> EXERCISE DESCRIPTION
Every line below must be reproduced exactly. Copy them all.

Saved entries
****

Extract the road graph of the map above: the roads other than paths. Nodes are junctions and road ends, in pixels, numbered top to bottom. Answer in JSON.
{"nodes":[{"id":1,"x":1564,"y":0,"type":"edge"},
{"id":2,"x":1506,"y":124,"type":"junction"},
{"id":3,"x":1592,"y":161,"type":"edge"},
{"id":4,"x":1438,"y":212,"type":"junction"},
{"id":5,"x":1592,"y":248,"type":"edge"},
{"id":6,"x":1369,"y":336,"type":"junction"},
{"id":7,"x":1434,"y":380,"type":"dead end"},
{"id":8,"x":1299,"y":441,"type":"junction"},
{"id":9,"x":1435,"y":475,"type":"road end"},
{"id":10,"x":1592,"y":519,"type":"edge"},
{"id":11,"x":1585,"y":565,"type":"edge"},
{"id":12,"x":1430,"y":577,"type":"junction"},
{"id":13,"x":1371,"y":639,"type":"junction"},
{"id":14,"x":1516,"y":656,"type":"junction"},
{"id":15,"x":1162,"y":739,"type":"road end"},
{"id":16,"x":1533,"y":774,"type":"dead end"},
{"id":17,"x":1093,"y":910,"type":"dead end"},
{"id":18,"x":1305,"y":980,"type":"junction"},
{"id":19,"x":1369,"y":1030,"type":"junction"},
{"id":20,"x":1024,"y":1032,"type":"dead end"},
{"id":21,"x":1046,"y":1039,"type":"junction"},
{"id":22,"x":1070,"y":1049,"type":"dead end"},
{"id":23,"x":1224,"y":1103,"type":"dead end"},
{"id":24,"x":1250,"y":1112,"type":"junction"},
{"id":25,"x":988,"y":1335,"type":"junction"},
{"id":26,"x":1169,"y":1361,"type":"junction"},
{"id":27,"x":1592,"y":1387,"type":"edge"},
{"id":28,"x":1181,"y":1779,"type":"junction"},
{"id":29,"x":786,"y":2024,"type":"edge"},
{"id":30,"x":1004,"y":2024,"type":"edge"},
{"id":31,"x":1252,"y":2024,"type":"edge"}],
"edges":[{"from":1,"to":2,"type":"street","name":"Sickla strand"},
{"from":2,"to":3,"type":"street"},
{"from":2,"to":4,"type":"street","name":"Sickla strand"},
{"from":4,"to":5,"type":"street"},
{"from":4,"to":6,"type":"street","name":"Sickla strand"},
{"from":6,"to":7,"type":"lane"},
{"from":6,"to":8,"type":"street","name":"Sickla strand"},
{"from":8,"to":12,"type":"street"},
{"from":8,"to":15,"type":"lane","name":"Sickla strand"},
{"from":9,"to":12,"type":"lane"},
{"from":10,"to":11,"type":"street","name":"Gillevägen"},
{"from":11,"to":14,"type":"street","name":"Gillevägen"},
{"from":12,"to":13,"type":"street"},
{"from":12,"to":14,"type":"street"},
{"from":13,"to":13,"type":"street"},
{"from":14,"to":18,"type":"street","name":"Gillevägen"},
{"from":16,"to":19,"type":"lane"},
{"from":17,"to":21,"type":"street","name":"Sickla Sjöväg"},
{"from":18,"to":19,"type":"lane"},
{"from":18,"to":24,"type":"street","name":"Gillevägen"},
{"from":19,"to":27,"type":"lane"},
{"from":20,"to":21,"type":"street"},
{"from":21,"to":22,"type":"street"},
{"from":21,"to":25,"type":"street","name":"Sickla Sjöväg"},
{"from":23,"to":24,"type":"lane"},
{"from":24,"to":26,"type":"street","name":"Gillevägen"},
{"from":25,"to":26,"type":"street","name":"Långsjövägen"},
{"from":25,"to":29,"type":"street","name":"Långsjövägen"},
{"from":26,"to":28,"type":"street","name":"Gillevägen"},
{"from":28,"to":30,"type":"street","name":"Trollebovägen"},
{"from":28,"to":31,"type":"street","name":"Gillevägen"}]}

****

> EXPECTED ANSWER
Extract the road graph of the map above: the roads other than paths. Nodes are junctions and road ends, in pixels, numbered top to bottom. Answer in JSON.
{"nodes":[{"id":1,"x":1564,"y":0,"type":"edge"},
{"id":2,"x":1506,"y":124,"type":"junction"},
{"id":3,"x":1592,"y":161,"type":"edge"},
{"id":4,"x":1438,"y":212,"type":"junction"},
{"id":5,"x":1592,"y":248,"type":"edge"},
{"id":6,"x":1369,"y":336,"type":"junction"},
{"id":7,"x":1434,"y":380,"type":"dead end"},
{"id":8,"x":1299,"y":441,"type":"junction"},
{"id":9,"x":1435,"y":475,"type":"road end"},
{"id":10,"x":1592,"y":519,"type":"edge"},
{"id":11,"x":1585,"y":565,"type":"edge"},
{"id":12,"x":1430,"y":577,"type":"junction"},
{"id":13,"x":1371,"y":639,"type":"junction"},
{"id":14,"x":1516,"y":656,"type":"junction"},
{"id":15,"x":1162,"y":739,"type":"road end"},
{"id":16,"x":1533,"y":774,"type":"dead end"},
{"id":17,"x":1093,"y":910,"type":"dead end"},
{"id":18,"x":1305,"y":980,"type":"junction"},
{"id":19,"x":1369,"y":1030,"type":"junction"},
{"id":20,"x":1024,"y":1032,"type":"dead end"},
{"id":21,"x":1046,"y":1039,"type":"junction"},
{"id":22,"x":1070,"y":1049,"type":"dead end"},
{"id":23,"x":1224,"y":1103,"type":"dead end"},
{"id":24,"x":1250,"y":1112,"type":"junction"},
{"id":25,"x":988,"y":1335,"type":"junction"},
{"id":26,"x":1169,"y":1361,"type":"junction"},
{"id":27,"x":1592,"y":1387,"type":"edge"},
{"id":28,"x":1181,"y":1779,"type":"junction"},
{"id":29,"x":786,"y":2024,"type":"edge"},
{"id":30,"x":1004,"y":2024,"type":"edge"},
{"id":31,"x":1252,"y":2024,"type":"edge"}],
"edges":[{"from":1,"to":2,"type":"street","name":"Sickla strand"},
{"from":2,"to":3,"type":"street"},
{"from":2,"to":4,"type":"street","name":"Sickla strand"},
{"from":4,"to":5,"type":"street"},
{"from":4,"to":6,"type":"street","name":"Sickla strand"},
{"from":6,"to":7,"type":"lane"},
{"from":6,"to":8,"type":"street","name":"Sickla strand"},
{"from":8,"to":12,"type":"street"},
{"from":8,"to":15,"type":"lane","name":"Sickla strand"},
{"from":9,"to":12,"type":"lane"},
{"from":10,"to":11,"type":"street","name":"Gillevägen"},
{"from":11,"to":14,"type":"street","name":"Gillevägen"},
{"from":12,"to":13,"type":"street"},
{"from":12,"to":14,"type":"street"},
{"from":13,"to":13,"type":"street"},
{"from":14,"to":18,"type":"street","name":"Gillevägen"},
{"from":16,"to":19,"type":"lane"},
{"from":17,"to":21,"type":"street","name":"Sickla Sjöväg"},
{"from":18,"to":19,"type":"lane"},
{"from":18,"to":24,"type":"street","name":"Gillevägen"},
{"from":19,"to":27,"type":"lane"},
{"from":20,"to":21,"type":"street"},
{"from":21,"to":22,"type":"street"},
{"from":21,"to":25,"type":"street","name":"Sickla Sjöväg"},
{"from":23,"to":24,"type":"lane"},
{"from":24,"to":26,"type":"street","name":"Gillevägen"},
{"from":25,"to":26,"type":"street","name":"Långsjövägen"},
{"from":25,"to":29,"type":"street","name":"Långsjövägen"},
{"from":26,"to":28,"type":"street","name":"Gillevägen"},
{"from":28,"to":30,"type":"street","name":"Trollebovägen"},
{"from":28,"to":31,"type":"street","name":"Gillevägen"}]}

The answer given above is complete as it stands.